Pour les autres, ils n’auront d’autres recours que de solliciter leur employeur ou leur OPCO dans l’espoir de voir leur 100€ pris en charge.

La somme d’ailleurs est susceptible d’évoluer puisque le décret n°2024-394 du 29 avril précise que le montant de la participation forfaitaire sera réévalué chaque année en fonction de l’inflation…

Premiers calculs

Le principe d’une participation fixe, par préférence à un pourcentage, s’avère a priori plus avantageux pour l’utilisateur. Il entraîne néanmoins des différences importantes. Ainsi, si 100€ représentent seulement 1,25% du prix de la formation pour un travailleur peu qualifié ou en situation de handicap qui mobiliserait en une fois la totalité de son plafond (8000€), il représente en revanche 8,4% du coût moyen d’une session de formation achetée à ce jour via l’application (1190€).

A l’aune de cette nouvelle règle, les formations les moins chères deviendront paradoxalement les moins rentables pour les apprenants puisque les 100€ demeurant à leur charge représenteront un pourcentage plus élevé de la note finale.  

Quelques pistes de réflexion

Suite à l’annonce du gouvernement, les dirigeants de Lingueo ont lancé un appel à la mobilisation pour les organismes de formation. L’idée ? Mettre en place un fonds de solidarité pour les apprenants concernés par le reste à charge, sous réserve qu’ils se présentent effectivement à leur certification. Un remboursement au prorata de la réussite a été évoqué. Reste à voir désormais si et comment les professionnels de la formation répondent à cet appel…  

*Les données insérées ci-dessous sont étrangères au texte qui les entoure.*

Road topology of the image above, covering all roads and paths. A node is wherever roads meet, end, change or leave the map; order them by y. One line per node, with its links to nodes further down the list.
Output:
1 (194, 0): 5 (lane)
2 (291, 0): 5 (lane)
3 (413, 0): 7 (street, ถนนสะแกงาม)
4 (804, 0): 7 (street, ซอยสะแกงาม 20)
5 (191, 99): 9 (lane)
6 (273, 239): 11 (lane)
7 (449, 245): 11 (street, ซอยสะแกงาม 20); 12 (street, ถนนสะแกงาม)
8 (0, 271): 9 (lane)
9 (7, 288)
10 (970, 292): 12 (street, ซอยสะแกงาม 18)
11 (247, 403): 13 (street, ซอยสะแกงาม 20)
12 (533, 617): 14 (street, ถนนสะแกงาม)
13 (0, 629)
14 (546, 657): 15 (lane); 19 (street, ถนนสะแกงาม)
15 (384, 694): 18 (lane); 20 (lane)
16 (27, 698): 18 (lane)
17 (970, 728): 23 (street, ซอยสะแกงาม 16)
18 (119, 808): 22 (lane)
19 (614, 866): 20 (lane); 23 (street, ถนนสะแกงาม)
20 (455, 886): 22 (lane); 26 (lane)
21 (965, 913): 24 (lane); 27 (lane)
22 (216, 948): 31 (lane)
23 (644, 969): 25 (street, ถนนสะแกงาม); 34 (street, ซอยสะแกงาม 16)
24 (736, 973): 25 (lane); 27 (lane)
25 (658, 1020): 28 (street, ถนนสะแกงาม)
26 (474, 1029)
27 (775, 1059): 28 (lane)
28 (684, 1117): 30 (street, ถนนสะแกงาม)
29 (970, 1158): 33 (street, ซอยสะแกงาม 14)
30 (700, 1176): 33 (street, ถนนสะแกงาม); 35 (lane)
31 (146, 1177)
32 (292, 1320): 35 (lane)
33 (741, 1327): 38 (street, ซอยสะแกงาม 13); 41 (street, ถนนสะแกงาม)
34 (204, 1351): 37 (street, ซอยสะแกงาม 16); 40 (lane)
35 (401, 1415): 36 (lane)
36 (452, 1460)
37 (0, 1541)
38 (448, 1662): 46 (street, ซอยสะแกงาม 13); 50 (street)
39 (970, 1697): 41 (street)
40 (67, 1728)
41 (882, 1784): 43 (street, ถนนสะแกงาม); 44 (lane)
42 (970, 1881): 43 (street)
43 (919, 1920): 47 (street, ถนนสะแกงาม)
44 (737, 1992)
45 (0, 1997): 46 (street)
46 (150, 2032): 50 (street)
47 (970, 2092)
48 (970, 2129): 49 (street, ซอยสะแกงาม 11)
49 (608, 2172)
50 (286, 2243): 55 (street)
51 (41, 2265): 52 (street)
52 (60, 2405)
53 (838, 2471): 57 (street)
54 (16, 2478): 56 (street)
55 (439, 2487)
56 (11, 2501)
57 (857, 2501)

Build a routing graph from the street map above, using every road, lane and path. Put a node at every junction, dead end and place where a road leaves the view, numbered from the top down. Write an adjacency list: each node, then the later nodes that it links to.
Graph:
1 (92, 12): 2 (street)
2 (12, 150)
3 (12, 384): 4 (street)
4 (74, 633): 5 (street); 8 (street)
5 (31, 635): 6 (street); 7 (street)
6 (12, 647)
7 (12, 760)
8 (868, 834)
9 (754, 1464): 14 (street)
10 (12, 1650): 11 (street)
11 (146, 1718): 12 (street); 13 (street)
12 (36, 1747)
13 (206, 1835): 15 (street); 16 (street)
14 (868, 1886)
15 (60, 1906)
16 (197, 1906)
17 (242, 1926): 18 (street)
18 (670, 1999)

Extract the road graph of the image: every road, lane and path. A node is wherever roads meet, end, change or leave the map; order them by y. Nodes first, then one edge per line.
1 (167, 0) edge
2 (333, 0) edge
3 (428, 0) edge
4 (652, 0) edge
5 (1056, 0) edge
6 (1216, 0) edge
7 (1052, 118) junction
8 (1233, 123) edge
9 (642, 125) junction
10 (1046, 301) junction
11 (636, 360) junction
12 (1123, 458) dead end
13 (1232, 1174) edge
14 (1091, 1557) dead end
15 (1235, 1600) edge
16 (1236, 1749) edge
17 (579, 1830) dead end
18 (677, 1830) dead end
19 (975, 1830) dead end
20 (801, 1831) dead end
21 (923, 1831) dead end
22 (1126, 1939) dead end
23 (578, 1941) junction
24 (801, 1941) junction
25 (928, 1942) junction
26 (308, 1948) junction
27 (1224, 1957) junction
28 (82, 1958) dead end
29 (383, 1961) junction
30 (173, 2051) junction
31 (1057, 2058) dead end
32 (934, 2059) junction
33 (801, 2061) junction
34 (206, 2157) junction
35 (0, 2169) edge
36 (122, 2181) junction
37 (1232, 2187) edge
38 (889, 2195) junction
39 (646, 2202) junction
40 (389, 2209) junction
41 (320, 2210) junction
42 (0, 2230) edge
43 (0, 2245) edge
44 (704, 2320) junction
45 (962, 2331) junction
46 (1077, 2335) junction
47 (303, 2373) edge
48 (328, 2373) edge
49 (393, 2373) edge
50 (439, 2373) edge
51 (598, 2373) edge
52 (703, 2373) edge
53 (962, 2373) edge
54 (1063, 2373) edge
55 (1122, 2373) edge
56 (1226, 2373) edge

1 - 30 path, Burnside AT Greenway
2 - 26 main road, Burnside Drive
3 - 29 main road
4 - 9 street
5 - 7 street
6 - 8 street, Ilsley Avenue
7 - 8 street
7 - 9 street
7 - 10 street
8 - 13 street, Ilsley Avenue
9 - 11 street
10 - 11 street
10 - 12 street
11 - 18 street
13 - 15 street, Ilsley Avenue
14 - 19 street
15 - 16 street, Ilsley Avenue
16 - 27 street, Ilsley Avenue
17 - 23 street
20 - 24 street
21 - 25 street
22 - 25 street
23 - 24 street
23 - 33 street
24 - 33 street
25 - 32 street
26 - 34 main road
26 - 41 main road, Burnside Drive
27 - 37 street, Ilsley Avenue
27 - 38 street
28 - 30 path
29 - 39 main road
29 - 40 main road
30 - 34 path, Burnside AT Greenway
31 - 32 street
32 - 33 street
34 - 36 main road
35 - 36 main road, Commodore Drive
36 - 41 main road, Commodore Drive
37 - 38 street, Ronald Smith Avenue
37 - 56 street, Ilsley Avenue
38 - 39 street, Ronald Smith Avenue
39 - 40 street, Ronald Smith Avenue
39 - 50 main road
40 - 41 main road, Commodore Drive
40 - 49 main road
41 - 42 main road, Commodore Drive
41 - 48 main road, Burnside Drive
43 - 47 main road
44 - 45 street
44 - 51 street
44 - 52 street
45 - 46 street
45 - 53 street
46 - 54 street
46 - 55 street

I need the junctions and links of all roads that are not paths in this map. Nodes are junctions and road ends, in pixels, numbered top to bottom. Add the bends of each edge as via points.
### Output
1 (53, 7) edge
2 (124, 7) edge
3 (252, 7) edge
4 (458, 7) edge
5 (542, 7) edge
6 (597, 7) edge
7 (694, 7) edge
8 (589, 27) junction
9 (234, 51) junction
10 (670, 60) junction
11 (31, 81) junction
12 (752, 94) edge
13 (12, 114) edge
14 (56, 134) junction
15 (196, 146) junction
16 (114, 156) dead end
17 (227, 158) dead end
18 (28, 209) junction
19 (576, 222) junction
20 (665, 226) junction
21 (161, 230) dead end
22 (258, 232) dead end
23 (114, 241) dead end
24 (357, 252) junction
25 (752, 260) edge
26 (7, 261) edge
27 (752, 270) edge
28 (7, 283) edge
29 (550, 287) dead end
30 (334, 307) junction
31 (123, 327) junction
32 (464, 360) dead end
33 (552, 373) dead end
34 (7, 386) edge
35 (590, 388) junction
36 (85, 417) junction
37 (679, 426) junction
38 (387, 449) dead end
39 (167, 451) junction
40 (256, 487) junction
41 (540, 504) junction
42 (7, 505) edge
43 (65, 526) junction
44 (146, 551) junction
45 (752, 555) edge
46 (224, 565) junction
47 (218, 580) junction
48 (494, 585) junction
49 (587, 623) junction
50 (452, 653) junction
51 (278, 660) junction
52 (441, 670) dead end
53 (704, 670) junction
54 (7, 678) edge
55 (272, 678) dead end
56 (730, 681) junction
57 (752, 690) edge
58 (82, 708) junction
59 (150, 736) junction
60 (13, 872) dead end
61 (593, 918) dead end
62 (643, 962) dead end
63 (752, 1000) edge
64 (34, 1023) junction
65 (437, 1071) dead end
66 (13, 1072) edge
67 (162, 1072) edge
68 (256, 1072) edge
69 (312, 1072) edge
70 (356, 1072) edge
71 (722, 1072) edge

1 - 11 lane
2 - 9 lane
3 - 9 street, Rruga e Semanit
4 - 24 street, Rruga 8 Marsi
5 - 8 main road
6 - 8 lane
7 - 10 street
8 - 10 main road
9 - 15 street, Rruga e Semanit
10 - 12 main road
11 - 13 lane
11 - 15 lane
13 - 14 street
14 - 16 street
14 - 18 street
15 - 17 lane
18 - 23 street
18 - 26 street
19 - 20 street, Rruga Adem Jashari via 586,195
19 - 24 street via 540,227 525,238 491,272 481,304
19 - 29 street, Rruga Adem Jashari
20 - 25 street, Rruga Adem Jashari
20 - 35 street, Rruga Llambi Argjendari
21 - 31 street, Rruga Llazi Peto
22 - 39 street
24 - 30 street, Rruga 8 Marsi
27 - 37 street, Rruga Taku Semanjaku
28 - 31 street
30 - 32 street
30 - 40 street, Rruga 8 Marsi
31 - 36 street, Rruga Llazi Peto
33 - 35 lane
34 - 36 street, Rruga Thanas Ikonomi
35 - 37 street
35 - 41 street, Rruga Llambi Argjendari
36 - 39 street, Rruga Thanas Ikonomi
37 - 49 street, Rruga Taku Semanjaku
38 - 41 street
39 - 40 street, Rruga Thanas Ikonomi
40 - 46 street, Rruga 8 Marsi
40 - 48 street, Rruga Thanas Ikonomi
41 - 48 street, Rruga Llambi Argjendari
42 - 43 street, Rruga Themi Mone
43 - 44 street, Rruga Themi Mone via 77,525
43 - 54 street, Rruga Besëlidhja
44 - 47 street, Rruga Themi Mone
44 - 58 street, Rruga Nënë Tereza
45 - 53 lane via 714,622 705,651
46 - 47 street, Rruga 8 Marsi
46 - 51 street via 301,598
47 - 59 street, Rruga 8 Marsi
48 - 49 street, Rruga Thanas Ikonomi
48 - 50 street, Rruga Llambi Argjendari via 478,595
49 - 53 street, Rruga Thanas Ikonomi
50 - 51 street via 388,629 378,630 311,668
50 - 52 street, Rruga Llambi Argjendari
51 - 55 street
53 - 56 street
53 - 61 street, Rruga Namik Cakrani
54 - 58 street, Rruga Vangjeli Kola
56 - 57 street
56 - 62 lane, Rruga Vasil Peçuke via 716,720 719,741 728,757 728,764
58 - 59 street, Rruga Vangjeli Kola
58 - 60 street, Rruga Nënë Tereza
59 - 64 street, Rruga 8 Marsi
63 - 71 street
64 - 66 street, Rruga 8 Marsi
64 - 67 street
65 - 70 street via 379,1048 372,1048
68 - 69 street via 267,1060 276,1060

Pour les OF, justement, l’instauration de ce ticket modérateur peut amener selon nous deux conséquences très différentes.

D’un côté, il est possible qu’une partie des apprenants désertent l’application et que certaines formations (paradoxalement les moins chères) deviennent plus difficiles à vendre. En effet, en juillet dernier, une étude de BVA People consulting indiquait qu’un actif sur deux estimait qu’un reste à charge obligatoire compromettrait son projet de formation.

D’un autre côté, il est possible que cette contribution forcée ait des effets bénéfiques sur le décrochage. En effet, l’apprenant qui aura payé 100€ sur ses fonds propres y réfléchira certainement à deux fois avant de jeter l’éponge…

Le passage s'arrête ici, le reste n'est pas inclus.